Lines from the entries below that hold "Nodes" form the answer; copy all of them.

━━ Supplied records

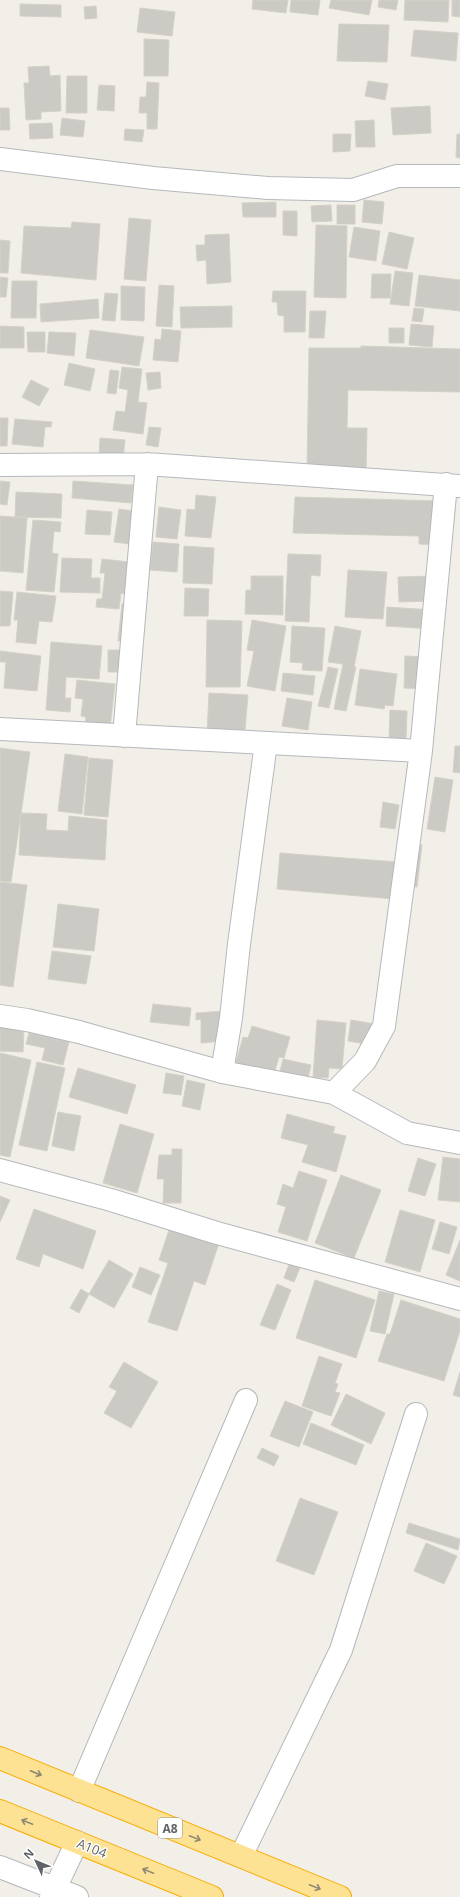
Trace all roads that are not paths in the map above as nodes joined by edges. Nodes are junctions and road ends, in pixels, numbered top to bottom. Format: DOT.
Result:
graph roads {
  1 [pos="0,159"];
  2 [pos="460,176"];
  3 [pos="147,464"];
  4 [pos="0,465"];
  5 [pos="453,485"];
  6 [pos="0,729"];
  7 [pos="124,736"];
  8 [pos="266,743"];
  9 [pos="421,751"];
  10 [pos="0,1016"];
  11 [pos="222,1072"];
  12 [pos="334,1094"];
  13 [pos="460,1142"];
  14 [pos="0,1170"];
  15 [pos="460,1299"];
  16 [pos="246,1400"];
  17 [pos="416,1414"];
  18 [pos="0,1758"];
  19 [pos="80,1791"];
  20 [pos="0,1811"];
  21 [pos="77,1842"];
  22 [pos="241,1856"];
  23 [pos="0,1867"];
  24 [pos="53,1893"];
  25 [pos="77,1897"];
  26 [pos="212,1897"];
  27 [pos="340,1897"];
  1 -- 2 [label="street"];
  3 -- 4 [label="street"];
  3 -- 5 [label="street"];
  3 -- 7 [label="street"];
  5 -- 9 [label="street"];
  6 -- 7 [label="street"];
  7 -- 8 [label="street"];
  8 -- 9 [label="street"];
  8 -- 11 [label="street"];
  9 -- 12 [label="street"];
  10 -- 11 [label="street"];
  11 -- 12 [label="street"];
  12 -- 13 [label="street"];
  14 -- 15 [label="street"];
  16 -- 19 [label="street"];
  17 -- 22 [label="street"];
  18 -- 19 [label="highway, A8, one-way"];
  19 -- 22 [label="highway, A8, one-way"];
  21 -- 20 [label="highway, A104, one-way"];
  21 -- 24 [label="street"];
  26 -- 21 [label="highway, A104, one-way"];
  22 -- 27 [label="highway, A8, one-way"];
  23 -- 24 [label="street"];
  24 -- 25 [label="street"];
}
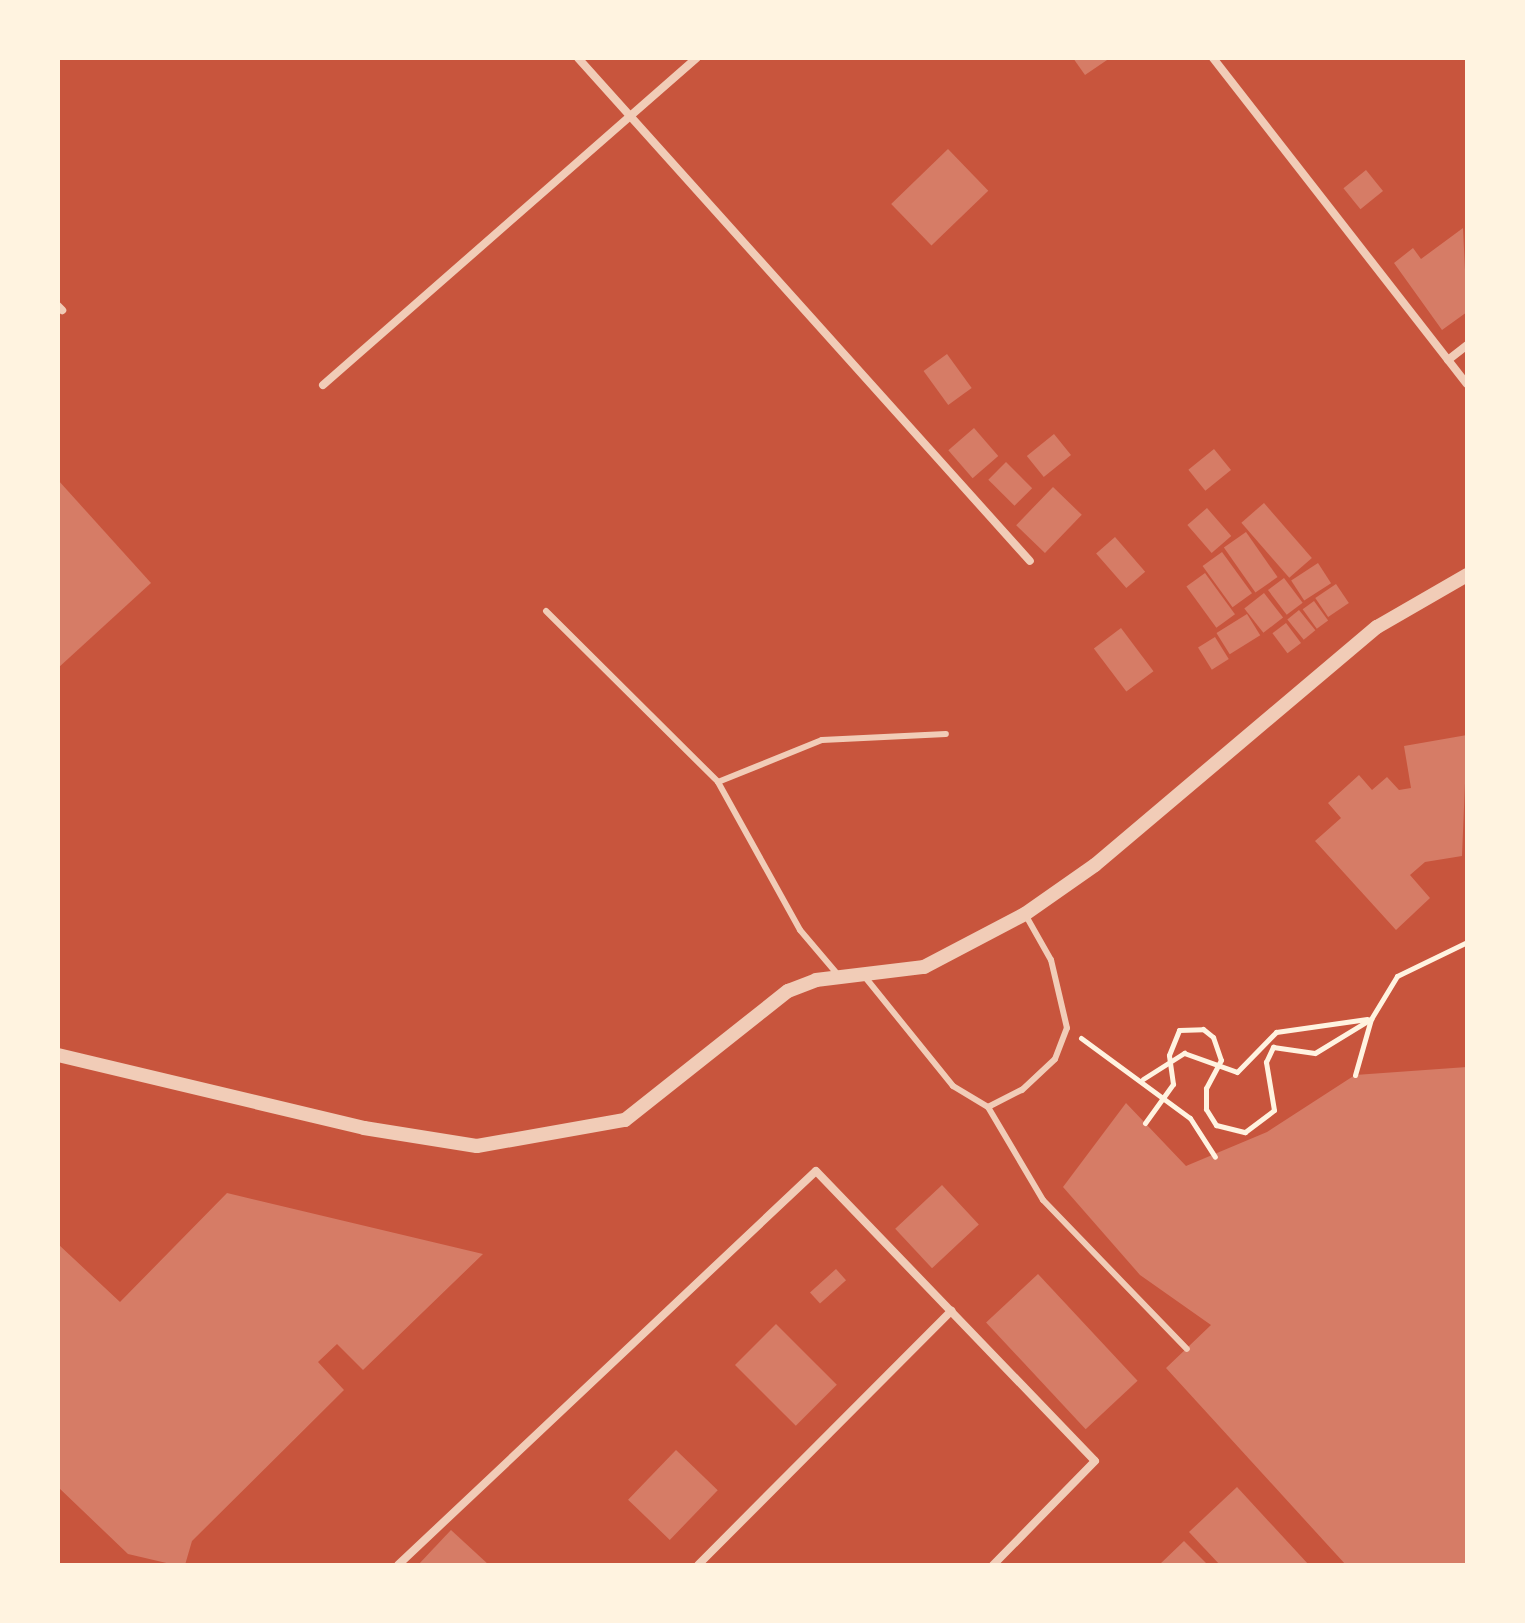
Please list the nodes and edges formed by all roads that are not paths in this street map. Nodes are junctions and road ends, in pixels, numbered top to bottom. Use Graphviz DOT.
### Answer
graph roads {
  1 [pos="578,58"];
  2 [pos="697,58"];
  3 [pos="1213,58"];
  4 [pos="632,117"];
  5 [pos="1467,345"];
  6 [pos="1448,360"];
  7 [pos="1467,384"];
  8 [pos="323,385"];
  9 [pos="1030,561"];
  10 [pos="1467,575"];
  11 [pos="546,611"];
  12 [pos="946,734"];
  13 [pos="718,782"];
  14 [pos="1025,914"];
  15 [pos="839,977"];
  16 [pos="865,977"];
  17 [pos="58,1055"];
  18 [pos="988,1107"];
  19 [pos="951,1311"];
  20 [pos="1187,1349"];
  21 [pos="398,1565"];
  22 [pos="698,1565"];
  23 [pos="993,1565"];
  1 -- 4 [label="street"];
  2 -- 4 [label="street"];
  3 -- 6 [label="street"];
  4 -- 8 [label="street"];
  4 -- 9 [label="street"];
  5 -- 6 [label="street"];
  6 -- 7 [label="street"];
  10 -- 14 [label="street"];
  11 -- 13 [label="lane"];
  12 -- 13 [label="lane"];
  13 -- 15 [label="lane"];
  14 -- 16 [label="street"];
  14 -- 18 [label="lane"];
  15 -- 16 [label="street"];
  15 -- 17 [label="street"];
  16 -- 18 [label="lane"];
  18 -- 20 [label="lane"];
  19 -- 21 [label="street"];
  19 -- 22 [label="street"];
  19 -- 23 [label="street"];
}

━━━━

Result of the task =
Trace all roads that are not paths in the map above as nodes joined by edges. Nodes are junctions and road ends, in pixels, numbered top to bottom. Format: DOT.
Please list the nodes and edges formed by all roads that are not paths in this street map. Nodes are junctions and road ends, in pixels, numbered top to bottom. Use Graphviz DOT.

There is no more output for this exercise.